Problem:
Whenever a line in the data below includes the string "Harestone", copy it out.

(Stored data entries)

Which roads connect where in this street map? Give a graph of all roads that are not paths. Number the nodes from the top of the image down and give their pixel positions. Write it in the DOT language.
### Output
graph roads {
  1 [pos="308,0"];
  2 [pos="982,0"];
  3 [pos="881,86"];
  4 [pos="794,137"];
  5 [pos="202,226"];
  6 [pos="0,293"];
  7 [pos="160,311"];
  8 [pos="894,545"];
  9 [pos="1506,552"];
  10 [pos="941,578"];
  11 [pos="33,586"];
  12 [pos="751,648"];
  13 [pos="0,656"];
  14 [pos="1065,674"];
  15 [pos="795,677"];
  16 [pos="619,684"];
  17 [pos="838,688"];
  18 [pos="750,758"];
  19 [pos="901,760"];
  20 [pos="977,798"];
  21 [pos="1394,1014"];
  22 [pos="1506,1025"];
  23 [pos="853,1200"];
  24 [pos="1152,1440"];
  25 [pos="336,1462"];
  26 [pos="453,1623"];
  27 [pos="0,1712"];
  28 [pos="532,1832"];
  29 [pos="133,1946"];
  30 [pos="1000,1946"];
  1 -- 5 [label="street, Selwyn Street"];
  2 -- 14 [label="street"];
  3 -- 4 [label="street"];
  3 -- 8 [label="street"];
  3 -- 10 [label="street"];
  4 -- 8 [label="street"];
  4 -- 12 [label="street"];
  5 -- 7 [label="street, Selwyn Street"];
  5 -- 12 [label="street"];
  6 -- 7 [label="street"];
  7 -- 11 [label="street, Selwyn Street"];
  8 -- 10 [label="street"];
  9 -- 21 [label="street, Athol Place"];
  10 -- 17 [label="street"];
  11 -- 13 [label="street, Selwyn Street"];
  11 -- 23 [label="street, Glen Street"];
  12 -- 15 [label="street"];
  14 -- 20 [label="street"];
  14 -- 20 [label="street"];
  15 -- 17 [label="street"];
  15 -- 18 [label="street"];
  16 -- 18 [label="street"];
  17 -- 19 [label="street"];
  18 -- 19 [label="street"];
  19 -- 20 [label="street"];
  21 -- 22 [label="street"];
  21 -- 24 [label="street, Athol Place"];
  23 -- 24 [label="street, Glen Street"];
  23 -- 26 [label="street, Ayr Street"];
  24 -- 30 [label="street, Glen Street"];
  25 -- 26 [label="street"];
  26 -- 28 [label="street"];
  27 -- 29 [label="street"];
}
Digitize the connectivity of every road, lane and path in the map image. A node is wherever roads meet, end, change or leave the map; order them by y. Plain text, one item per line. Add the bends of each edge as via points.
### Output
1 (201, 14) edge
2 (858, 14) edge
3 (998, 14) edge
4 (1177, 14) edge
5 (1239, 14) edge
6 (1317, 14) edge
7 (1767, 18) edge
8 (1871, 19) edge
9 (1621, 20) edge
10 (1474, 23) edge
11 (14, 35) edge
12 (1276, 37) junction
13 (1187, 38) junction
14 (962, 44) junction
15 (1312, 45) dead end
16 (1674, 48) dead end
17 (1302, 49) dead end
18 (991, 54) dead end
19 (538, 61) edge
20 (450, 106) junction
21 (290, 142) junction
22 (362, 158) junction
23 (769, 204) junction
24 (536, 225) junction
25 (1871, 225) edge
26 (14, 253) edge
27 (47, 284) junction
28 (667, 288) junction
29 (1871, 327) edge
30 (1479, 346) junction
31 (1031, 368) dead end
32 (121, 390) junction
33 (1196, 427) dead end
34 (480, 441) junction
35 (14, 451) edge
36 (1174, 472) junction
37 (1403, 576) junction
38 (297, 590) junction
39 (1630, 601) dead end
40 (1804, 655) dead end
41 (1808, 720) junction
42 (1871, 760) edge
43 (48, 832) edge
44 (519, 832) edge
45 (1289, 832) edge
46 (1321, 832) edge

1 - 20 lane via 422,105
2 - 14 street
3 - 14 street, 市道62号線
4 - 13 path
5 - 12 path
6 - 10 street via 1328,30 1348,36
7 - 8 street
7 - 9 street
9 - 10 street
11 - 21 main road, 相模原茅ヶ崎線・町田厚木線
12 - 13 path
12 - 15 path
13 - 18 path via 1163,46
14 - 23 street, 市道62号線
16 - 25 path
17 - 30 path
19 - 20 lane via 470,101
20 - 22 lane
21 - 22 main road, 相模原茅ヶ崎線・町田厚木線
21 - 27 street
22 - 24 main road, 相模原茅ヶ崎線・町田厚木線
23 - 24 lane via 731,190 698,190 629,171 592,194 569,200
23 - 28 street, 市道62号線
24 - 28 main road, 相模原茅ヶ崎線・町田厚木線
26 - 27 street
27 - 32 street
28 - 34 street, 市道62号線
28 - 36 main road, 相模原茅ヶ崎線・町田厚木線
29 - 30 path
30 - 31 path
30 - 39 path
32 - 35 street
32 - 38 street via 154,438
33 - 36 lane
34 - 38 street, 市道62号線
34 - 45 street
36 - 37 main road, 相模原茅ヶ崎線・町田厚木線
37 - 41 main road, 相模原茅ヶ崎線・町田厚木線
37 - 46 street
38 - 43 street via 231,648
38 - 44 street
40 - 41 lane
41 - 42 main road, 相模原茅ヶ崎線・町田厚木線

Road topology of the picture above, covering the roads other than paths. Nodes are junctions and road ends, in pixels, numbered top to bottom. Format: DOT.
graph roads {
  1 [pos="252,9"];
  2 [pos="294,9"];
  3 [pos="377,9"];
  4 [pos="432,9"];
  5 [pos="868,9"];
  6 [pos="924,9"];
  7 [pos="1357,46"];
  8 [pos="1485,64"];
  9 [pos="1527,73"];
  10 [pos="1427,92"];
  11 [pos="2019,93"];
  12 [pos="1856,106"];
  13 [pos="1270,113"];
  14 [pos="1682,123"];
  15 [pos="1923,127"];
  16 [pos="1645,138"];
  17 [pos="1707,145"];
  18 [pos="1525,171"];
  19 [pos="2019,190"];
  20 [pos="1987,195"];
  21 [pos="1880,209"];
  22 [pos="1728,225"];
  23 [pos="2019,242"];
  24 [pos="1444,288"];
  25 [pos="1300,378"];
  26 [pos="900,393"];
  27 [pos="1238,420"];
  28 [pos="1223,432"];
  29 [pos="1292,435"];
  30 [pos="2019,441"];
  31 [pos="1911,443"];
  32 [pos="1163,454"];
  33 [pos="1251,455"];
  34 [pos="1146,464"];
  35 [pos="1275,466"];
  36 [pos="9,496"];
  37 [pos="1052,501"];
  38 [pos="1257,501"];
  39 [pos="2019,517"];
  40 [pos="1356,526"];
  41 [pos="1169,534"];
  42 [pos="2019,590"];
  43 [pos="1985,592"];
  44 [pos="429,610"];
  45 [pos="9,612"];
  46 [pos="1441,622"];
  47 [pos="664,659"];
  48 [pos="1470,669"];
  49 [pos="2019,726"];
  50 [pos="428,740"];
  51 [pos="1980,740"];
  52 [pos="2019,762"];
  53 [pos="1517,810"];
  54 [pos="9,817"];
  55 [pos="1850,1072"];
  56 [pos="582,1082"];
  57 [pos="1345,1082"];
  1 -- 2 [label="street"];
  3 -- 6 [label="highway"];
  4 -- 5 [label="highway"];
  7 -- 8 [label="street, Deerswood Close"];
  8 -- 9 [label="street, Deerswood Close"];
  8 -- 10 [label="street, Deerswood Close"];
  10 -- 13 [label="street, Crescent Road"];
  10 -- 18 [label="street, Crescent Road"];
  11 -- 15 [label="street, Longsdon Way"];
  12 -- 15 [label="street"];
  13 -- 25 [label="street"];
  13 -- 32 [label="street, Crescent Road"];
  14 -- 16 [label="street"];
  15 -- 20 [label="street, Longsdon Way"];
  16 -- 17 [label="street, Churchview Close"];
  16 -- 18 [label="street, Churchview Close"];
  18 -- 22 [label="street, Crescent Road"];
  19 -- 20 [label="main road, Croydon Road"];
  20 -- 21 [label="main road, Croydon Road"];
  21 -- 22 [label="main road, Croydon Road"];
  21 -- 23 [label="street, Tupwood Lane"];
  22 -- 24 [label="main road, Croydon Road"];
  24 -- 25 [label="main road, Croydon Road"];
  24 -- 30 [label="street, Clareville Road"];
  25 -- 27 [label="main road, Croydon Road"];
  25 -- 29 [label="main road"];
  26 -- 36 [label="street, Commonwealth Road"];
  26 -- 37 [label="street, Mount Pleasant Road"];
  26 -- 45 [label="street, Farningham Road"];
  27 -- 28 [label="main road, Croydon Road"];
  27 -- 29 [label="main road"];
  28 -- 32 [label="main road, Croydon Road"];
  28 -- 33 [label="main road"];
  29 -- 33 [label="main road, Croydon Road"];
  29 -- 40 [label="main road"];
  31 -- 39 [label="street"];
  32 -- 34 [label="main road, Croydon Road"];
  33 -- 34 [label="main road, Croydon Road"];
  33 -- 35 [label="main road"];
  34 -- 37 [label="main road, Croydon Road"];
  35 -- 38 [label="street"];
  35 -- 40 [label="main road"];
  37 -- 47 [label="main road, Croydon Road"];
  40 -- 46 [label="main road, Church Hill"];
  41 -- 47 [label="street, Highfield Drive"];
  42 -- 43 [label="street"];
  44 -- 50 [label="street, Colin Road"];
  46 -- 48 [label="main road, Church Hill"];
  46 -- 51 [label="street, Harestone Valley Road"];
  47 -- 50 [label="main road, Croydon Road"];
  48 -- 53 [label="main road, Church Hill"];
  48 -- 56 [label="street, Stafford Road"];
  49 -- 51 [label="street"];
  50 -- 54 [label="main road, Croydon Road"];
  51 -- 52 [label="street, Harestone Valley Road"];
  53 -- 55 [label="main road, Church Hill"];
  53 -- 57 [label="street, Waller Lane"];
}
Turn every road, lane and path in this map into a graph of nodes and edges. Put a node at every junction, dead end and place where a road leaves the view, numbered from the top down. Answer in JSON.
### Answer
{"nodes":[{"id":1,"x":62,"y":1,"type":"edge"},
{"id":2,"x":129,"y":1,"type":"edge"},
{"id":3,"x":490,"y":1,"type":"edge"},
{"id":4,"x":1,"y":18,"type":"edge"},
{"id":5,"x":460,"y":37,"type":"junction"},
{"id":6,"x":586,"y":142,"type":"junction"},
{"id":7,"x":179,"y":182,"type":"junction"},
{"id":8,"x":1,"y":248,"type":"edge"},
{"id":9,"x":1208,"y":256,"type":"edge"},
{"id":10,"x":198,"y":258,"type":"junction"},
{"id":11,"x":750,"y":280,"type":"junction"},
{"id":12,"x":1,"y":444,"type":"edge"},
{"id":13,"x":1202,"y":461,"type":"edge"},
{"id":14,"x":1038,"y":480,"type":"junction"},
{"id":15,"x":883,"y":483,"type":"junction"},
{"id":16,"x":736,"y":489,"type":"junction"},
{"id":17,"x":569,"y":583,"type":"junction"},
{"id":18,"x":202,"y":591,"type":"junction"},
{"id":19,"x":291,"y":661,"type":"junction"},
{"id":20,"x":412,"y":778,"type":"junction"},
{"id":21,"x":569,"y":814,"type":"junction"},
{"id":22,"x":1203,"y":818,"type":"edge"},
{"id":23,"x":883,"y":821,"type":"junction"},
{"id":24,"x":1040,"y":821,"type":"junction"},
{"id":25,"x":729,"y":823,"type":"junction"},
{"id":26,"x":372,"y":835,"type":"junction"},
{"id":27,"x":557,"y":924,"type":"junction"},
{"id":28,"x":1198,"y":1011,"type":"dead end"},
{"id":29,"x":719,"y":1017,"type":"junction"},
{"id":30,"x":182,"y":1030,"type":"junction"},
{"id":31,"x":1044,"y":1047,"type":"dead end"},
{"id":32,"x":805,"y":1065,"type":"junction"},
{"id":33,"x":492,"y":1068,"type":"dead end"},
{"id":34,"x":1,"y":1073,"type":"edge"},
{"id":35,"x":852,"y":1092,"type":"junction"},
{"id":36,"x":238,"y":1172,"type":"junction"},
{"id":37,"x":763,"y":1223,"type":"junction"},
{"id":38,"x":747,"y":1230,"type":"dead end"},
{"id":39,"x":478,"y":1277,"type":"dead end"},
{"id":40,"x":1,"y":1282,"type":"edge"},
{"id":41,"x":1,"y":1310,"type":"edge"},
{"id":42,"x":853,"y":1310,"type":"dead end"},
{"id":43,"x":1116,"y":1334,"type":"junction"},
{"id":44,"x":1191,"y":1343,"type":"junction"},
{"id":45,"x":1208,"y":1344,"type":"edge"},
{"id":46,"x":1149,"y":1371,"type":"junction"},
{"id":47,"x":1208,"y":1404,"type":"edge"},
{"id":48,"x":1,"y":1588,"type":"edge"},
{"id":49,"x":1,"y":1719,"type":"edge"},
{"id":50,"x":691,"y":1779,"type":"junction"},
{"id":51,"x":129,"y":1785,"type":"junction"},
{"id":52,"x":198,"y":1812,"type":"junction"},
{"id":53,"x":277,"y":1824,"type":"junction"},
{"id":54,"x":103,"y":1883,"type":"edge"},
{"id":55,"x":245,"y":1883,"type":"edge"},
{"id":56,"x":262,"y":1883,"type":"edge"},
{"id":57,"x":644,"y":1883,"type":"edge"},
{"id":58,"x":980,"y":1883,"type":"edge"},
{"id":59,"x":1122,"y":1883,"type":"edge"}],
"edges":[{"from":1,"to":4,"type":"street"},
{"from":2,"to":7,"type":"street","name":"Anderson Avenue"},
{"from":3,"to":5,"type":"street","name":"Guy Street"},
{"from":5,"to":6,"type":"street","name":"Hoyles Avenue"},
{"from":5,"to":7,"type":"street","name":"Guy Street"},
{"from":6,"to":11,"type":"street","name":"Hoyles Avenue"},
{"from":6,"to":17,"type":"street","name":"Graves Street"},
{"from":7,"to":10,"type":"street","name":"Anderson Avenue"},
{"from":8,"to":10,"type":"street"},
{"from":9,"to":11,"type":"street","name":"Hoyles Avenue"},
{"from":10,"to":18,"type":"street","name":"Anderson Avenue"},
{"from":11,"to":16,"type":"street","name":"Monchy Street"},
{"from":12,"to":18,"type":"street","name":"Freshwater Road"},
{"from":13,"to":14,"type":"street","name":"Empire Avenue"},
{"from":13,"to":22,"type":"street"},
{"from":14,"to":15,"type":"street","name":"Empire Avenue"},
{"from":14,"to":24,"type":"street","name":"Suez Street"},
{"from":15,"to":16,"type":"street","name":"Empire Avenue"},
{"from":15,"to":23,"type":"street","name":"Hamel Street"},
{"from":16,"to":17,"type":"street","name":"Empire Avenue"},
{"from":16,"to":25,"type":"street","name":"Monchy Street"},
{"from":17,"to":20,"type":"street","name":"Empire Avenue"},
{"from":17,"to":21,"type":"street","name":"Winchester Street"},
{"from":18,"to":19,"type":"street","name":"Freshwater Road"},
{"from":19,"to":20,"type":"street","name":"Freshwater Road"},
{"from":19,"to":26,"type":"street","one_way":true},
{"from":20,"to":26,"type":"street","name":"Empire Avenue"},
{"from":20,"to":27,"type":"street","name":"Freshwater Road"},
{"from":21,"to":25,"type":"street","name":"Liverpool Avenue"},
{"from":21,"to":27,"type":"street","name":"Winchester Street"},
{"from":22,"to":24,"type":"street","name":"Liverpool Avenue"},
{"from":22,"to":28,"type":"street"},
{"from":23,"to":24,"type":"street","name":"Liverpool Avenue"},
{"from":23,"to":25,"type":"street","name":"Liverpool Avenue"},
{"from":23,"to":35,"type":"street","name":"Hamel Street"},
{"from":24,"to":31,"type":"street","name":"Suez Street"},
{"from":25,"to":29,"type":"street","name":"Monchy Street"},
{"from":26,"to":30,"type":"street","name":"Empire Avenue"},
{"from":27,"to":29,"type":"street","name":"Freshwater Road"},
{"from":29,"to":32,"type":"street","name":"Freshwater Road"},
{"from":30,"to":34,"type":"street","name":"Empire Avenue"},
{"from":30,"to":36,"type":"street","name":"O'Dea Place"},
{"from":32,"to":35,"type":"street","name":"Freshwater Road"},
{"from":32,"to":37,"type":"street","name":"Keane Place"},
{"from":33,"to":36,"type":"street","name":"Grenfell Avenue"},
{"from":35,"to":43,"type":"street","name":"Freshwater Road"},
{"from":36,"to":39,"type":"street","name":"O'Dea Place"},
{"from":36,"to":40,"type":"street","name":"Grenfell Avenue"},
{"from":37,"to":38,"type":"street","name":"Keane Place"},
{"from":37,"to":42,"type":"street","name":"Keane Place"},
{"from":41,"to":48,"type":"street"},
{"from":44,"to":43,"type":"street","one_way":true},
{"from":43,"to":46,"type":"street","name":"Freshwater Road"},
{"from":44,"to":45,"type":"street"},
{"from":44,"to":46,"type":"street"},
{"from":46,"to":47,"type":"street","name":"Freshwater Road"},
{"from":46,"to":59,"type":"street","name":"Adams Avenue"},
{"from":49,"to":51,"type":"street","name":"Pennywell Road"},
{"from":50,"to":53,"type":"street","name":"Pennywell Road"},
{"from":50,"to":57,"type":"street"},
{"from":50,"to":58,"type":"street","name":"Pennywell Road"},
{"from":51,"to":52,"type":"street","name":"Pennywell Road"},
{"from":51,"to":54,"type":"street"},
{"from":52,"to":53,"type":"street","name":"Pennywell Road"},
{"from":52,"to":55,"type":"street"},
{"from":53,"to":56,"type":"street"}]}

Solution to the exercise:
  46 -- 51 [label="street, Harestone Valley Road"];
  51 -- 52 [label="street, Harestone Valley Road"];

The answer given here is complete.